According to the agency, the burden of proof is on the medical group. The rules and their related exemptions under the Social Security Act are quite specific:
· Under sections 42 CFR 424.73 and 424.80 of the Medicare regulations, medical groups that pay physicians who work under independent-contractor status are barred from accepting these payments on their behalf.
In effect, physician contractors are prohibited from reassigning their payments to a staffing or practice management firm in blanket fashion. Last spring, carriers began soliciting letters from medical groups demanding proof of compliance.
· The prohibition doesn't extend to physicians who are salaried employees or own a partnership stake in a medical group practice. Physicians can also continue to bill through a hospital or clinic, if their professional services were furnished at those locations. They can also be paid through an outside billing agency provided each provider has an individual Medicare identification number.
Providers fear protracted scrutiny
The restriction affects all private-practice physicians but has enormous implications for emergency medicine. About 50% of all emergency physicians currently work as independent contractors, according to the Irving, TX-based American College of Emergency Physicians (ACEP).
"Does this mean yet more scrutiny of our claims? Are we going to have to look behind us every time we submit a bill from now on?," mused one Chicago-area provider, who asked to remain anonymous.
In effect, HCFA has said yes. The purpose of the regulation is to zero in on potential fraudulent claims submissions. "Physicians should try to interpret the government's efforts as a positive. It's designed to protect them from others intent on defrauding the Medicare program," according to one HCFA official.
Indeed, physicians may be over-reacting. "This isn't likely to have any damaging, long-term effects on either individual providers or group practices, according to Stephen Dresnick, MD, president of Sterling Healthcare Group in Miami, FL.
Check with the IRS
Here are seven tips for weathering the future:
· Physicians should decide what personally works best for them-to continue as contractors or become salaried. This is solely a financial decision, Dresnick says.
· They need to apply and obtain their own individual Medicare identification numbers to be in compliance. The same goes whether you bill through a third-party entity, cautions Stennes.
· You should also be individually enrolled with a carrier and have separate billing numbers for each hospital or clinic. But you do not have to enroll more than once to work at more than one facility within the same carrier jurisdiction.
· According to HCFA, a contracting physician may be required to complete a separate HCFA 855 form if there is a change in the information previously provided or the services are provided at a facility in another carrier jurisdiction. Check with your carrier.

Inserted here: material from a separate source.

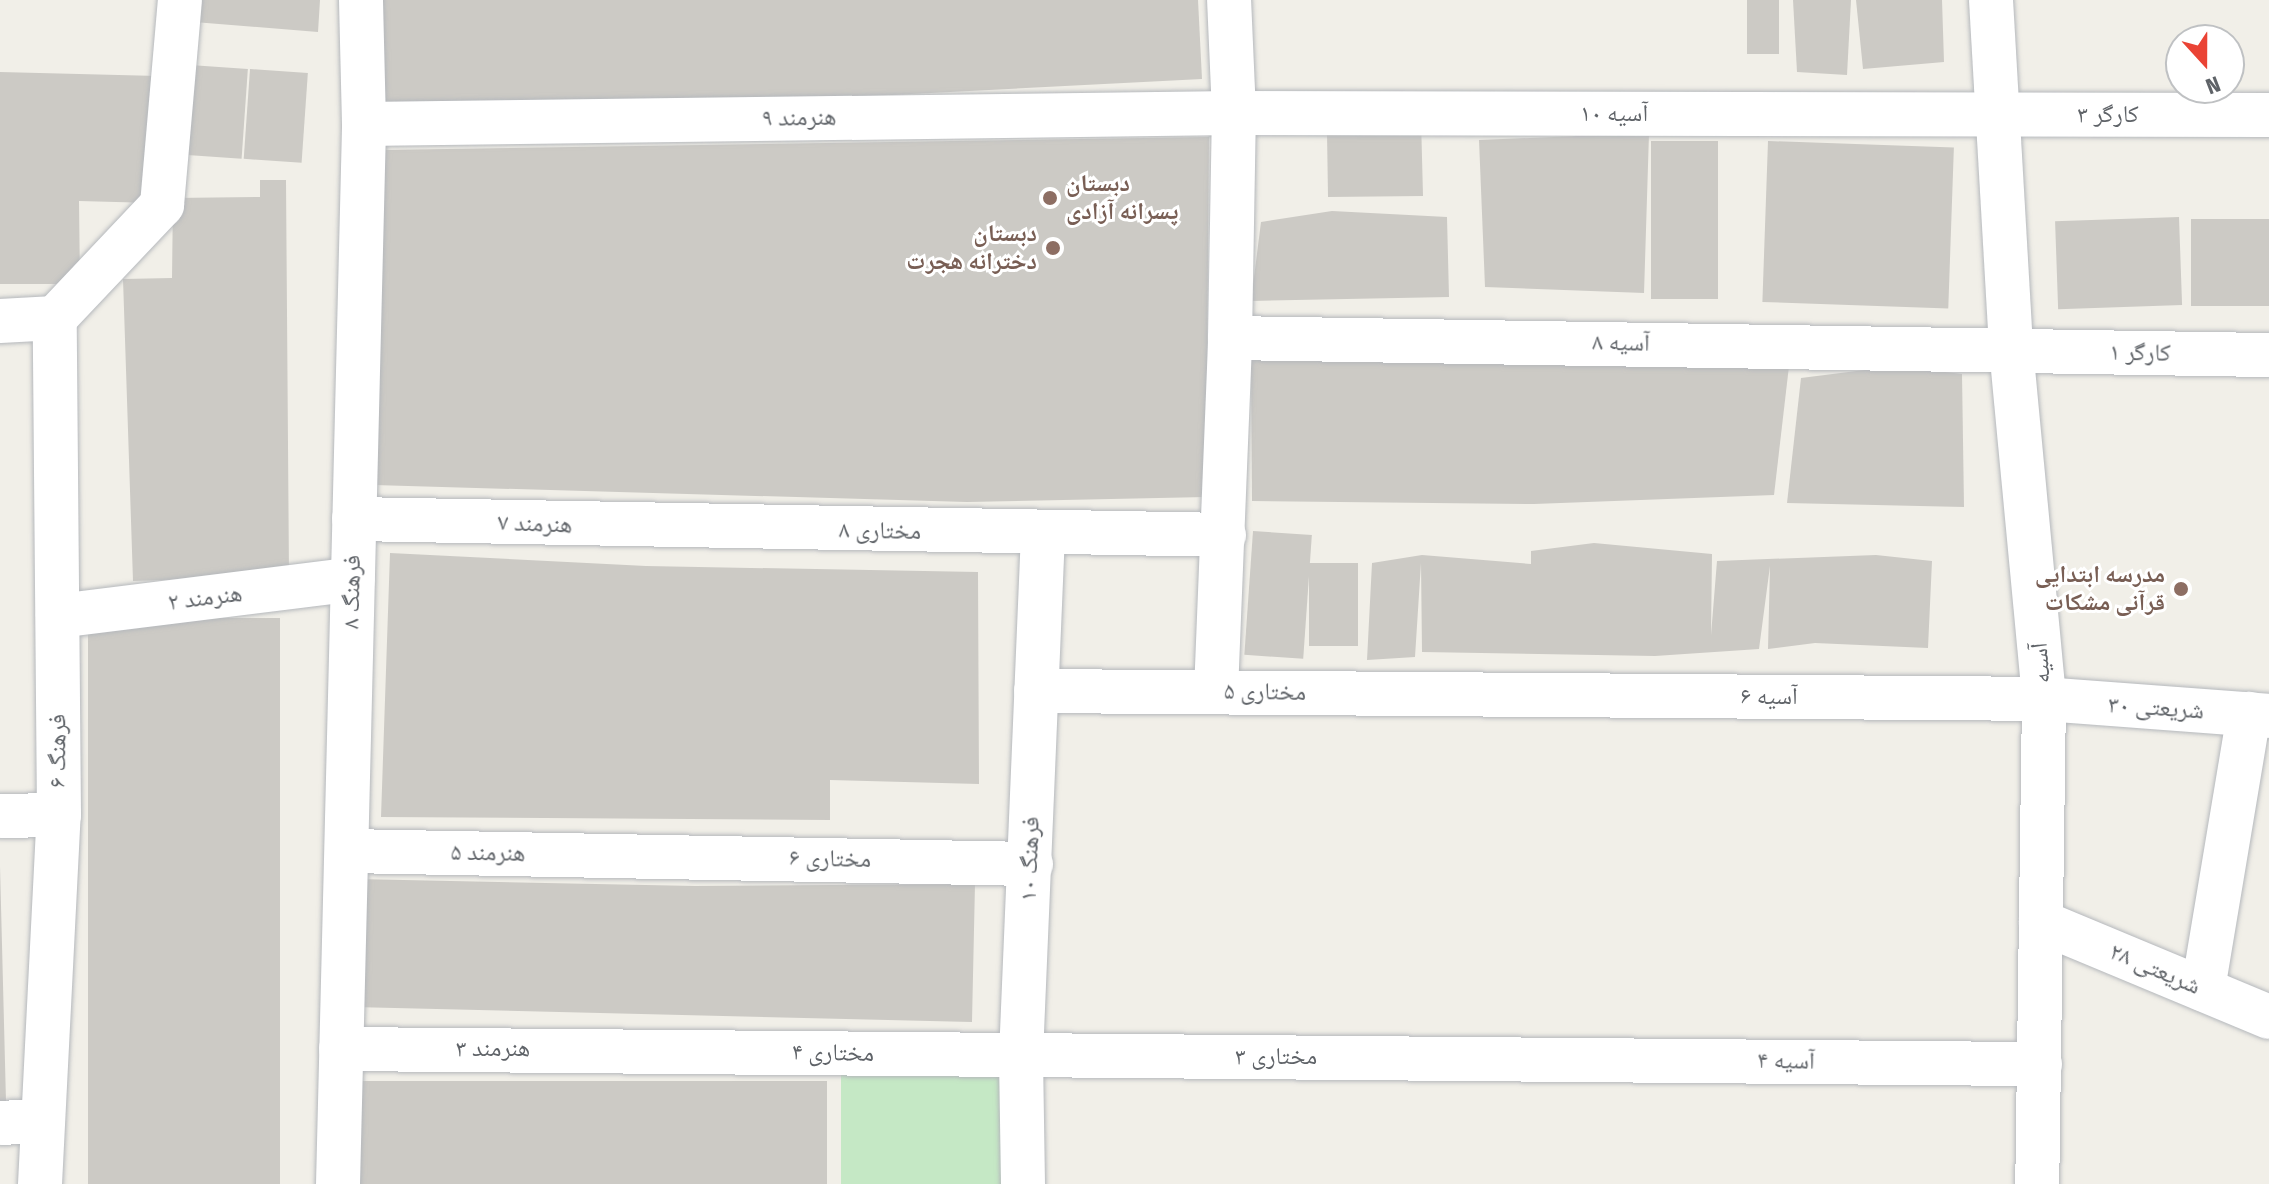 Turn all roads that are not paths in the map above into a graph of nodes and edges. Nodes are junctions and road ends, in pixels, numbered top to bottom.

· Contractors should also check with a corporate attorney and the U.S. Internal Revenue Service (IRS) in Washington, DC regarding how to interpret a general or limited partnership stake in a medical group.
Some physicians erroneously interpret their position in some one or two-physician corporations as an employer-employee relationship, Stennes says. Sometimes it's okay, but not all corporations are legally structured the same way.
· Providers should also get the fine-print from the IRS on laws that cover independent contractors, especially the rules governing special financial arrangements.
HCFA hasn't specified whether some financial contributions between contracting physicians and groups such as stock options, retirement plans, or profit-sharing are subject to question under the regulations.
· The medical group should establish a bank account for Medicare reimbursements in the contracting physician's name. This is a priority. According to HCFA, carriers are insisting that the physician, not the group practice, have total control over payments.
Once the payments have been electronically deposited by the carrier into your account, "physicians can then transfer any portion of each payment back to the group practice," Stennes adds.